A revised timeline, extending the pause until August 1, was confirmed this month through an executive order following the administration’s failure to meet its original target of finalising 90 trade agreements in 90 days.

This new wave of warnings features adjustments to many of the earlier tariff rates, either upward or downward, and has widened the net to include new nations.

While the core message remains the same — renegotiate trade terms or face penalties — the list targets pretty much everyone around the globe, spread from Southeast Asia to Eastern Europe, West Asia to Latin America, and even neighbouring Canada.

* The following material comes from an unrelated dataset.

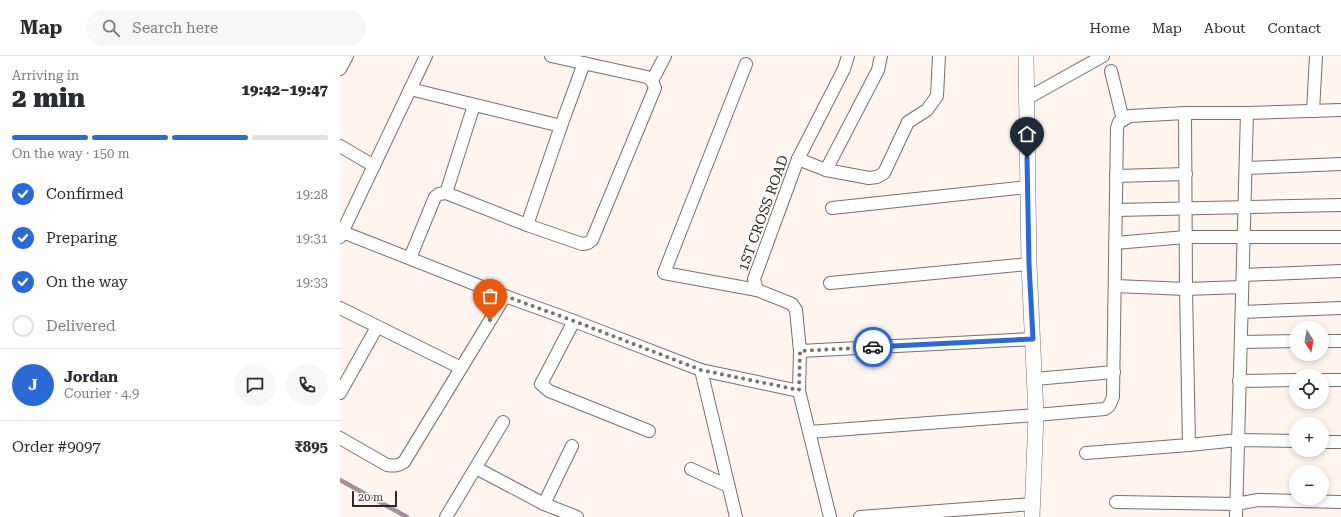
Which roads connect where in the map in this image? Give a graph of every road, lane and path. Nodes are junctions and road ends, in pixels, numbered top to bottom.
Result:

Which countries has Trump targeted via tariff letters?

Brazil

Brazil, previously subject only to a 10 per cent blanket tariff since April, has now been informed of a steep hike to 50 per cent effective August 1.

This sharp increase comes amid political undertones, as Trump expressed displeasure over legal proceedings against Brazil’s former president Jair Bolsonaro.

Brazilian President Luiz Inacio Lula da Silva reacted strongly, invoking Brazil’s economic reciprocity law, which allows suspension of trade and investment agreements with countries seen as undermining Brazil’s competitiveness.

Lula also pointed out that over the past 15 years, the US has enjoyed a trade surplus exceeding $410 billion with Brazil.

Canada

Although previously untouched by the reciprocal tariff campaign, Canada has now been informed that a 35 per cent levy will be placed on select imports beginning next month.

Trump tied the action to concerns over the movement of fentanyl across the US-Canada border.

However, the tariff is not expected to cover all Canadian exports, as many are protected under existing trade frameworks.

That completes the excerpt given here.